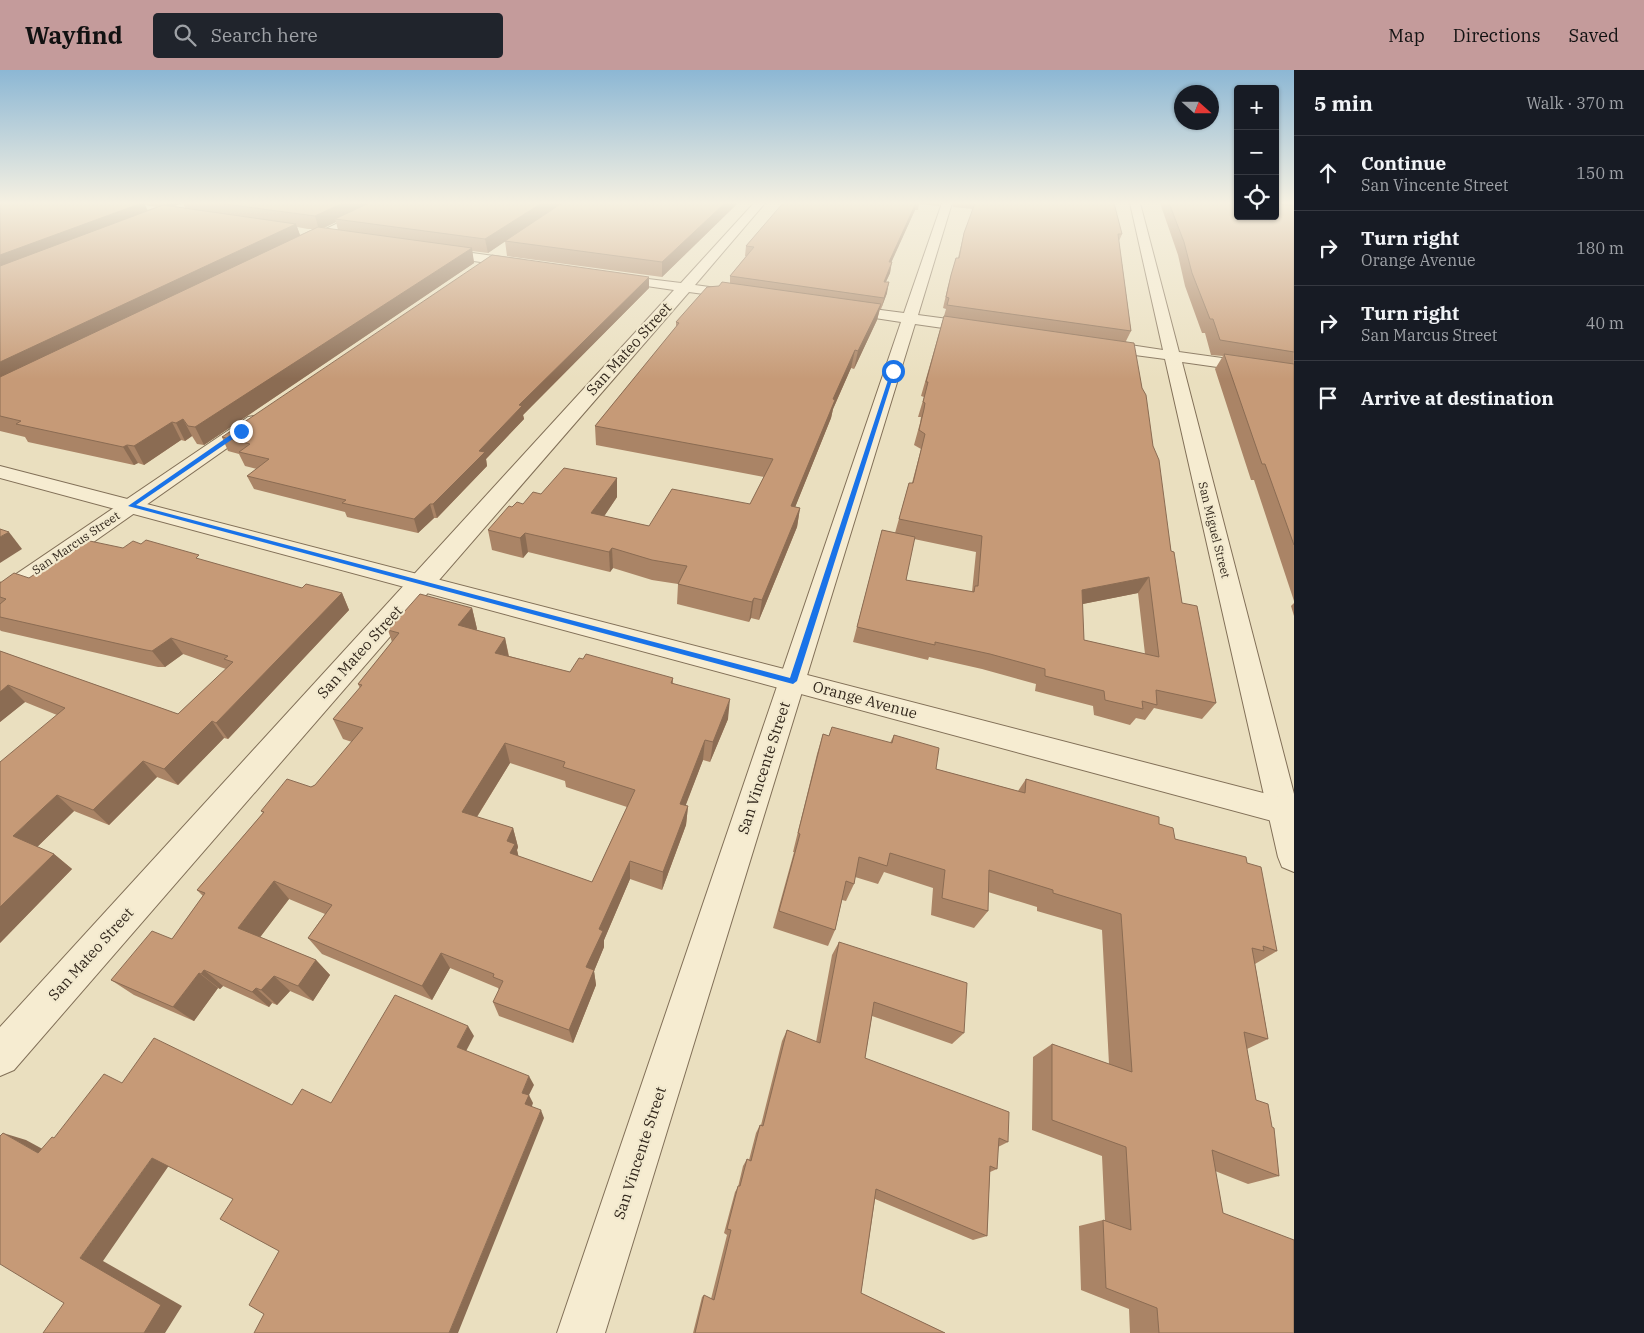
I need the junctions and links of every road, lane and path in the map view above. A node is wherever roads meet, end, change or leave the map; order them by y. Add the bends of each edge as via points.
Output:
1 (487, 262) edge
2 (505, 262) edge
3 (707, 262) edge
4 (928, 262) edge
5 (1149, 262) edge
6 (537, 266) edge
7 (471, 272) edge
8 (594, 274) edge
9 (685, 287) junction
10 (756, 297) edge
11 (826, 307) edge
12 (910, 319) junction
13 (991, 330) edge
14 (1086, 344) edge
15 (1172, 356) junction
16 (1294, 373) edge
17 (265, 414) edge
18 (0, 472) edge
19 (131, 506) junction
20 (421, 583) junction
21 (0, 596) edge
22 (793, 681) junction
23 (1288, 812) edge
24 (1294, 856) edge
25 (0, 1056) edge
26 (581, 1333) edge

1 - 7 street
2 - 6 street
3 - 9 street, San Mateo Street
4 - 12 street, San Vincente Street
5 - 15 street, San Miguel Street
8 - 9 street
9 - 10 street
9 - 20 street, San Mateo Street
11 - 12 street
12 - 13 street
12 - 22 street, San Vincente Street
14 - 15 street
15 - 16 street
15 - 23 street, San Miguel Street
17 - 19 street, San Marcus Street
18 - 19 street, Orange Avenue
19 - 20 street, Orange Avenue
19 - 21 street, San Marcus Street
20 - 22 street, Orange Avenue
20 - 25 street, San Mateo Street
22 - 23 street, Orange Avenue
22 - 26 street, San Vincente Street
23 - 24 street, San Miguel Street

───

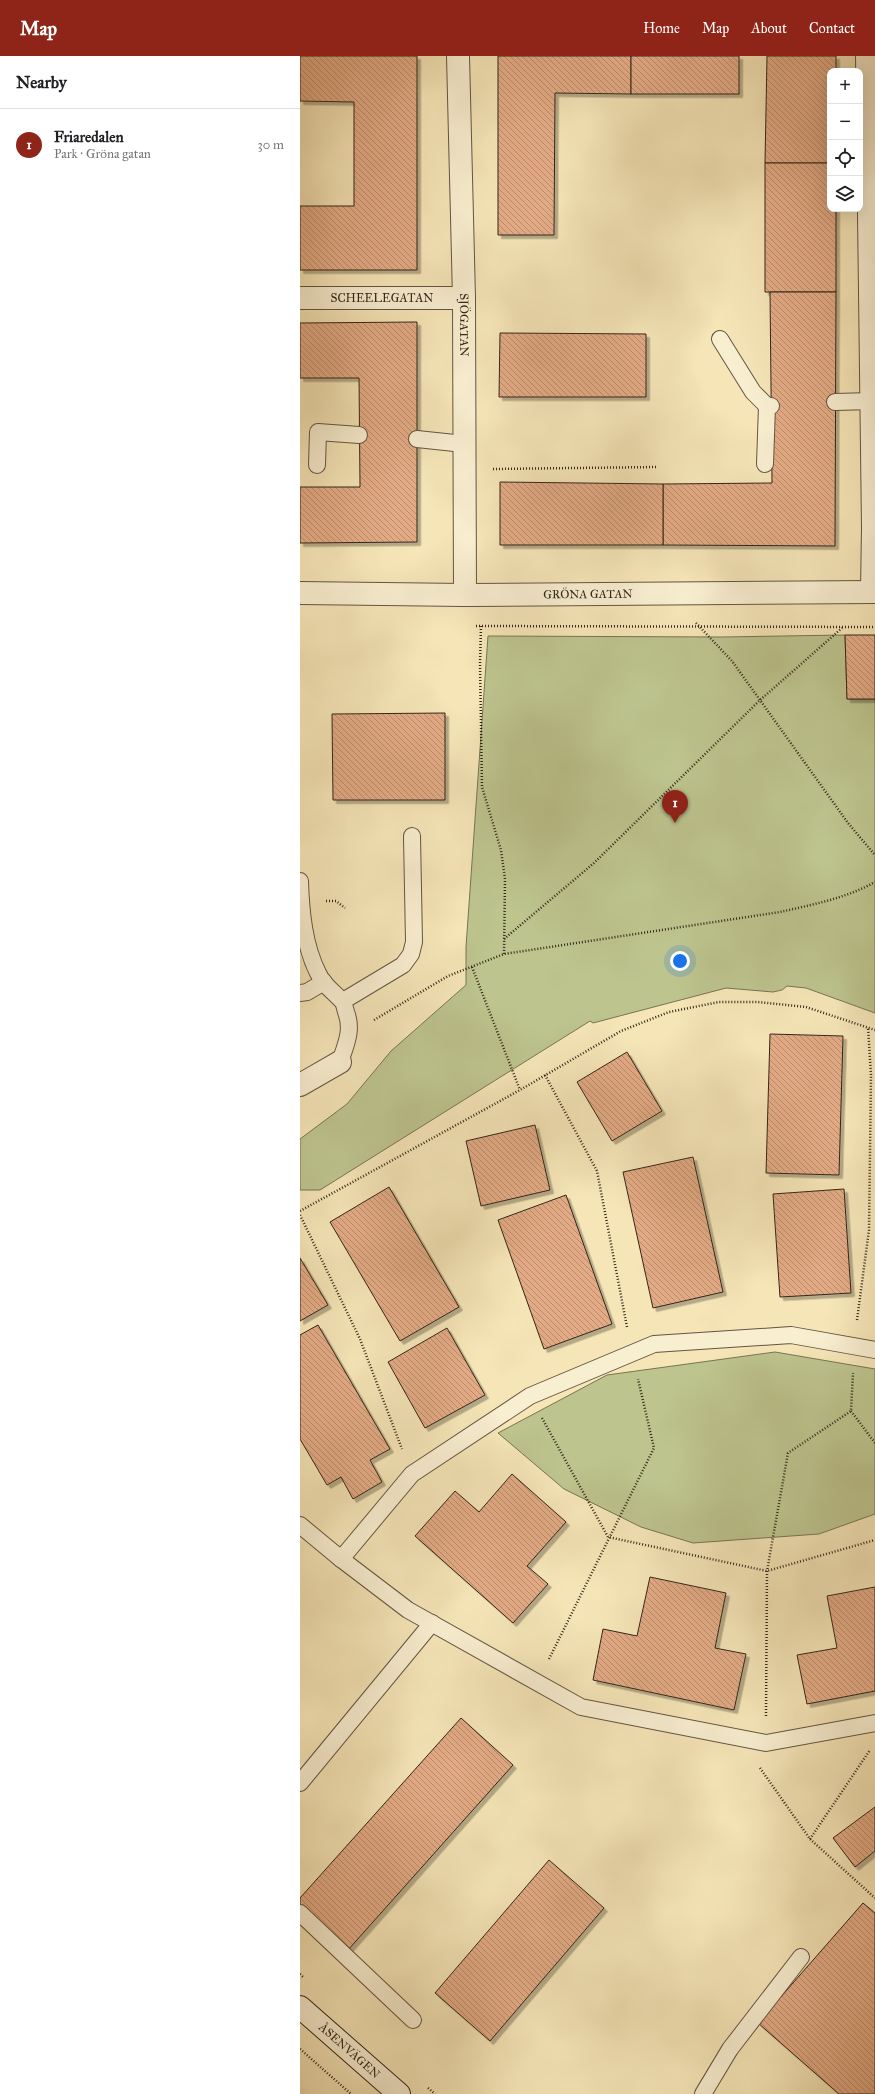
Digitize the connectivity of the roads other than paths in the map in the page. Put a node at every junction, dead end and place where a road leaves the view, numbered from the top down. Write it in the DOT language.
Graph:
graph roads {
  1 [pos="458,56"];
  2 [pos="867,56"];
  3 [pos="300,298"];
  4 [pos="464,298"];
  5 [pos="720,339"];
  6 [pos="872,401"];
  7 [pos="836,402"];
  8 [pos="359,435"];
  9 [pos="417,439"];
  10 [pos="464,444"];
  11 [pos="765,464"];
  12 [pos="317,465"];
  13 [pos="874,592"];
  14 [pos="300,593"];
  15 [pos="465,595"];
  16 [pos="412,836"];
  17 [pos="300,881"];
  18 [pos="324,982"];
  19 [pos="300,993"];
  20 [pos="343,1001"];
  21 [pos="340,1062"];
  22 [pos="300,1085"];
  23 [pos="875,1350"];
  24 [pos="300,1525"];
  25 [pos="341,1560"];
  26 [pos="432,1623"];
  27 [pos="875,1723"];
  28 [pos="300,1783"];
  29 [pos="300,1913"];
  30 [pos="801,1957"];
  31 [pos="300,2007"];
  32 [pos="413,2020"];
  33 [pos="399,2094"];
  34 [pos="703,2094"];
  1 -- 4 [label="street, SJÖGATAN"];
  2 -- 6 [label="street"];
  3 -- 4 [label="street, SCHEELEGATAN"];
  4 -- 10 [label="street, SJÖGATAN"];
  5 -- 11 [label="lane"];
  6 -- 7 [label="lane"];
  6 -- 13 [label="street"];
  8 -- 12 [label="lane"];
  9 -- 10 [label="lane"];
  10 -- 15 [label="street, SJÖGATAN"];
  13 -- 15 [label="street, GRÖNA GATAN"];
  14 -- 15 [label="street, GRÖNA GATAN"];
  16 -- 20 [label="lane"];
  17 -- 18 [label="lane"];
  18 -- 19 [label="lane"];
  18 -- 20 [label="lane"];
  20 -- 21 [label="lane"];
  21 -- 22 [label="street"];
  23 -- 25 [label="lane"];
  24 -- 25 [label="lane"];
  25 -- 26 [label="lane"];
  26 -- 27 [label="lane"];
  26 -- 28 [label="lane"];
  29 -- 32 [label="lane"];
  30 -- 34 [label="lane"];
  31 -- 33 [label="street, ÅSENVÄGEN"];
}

───

▶ **Problem details**:
For each line of the listing that holds the word "every", show that line.

▶ **Reply to the exercise**:
I need the junctions and links of every road, lane and path in the map view above. A node is wherever roads meet, end, change or leave the map; order them by y. Add the bends of each edge as via points.
Digitize the connectivity of the roads other than paths in the map in the page. Put a node at every junction, dead end and place where a road leaves the view, numbered from the top down. Write it in the DOT language.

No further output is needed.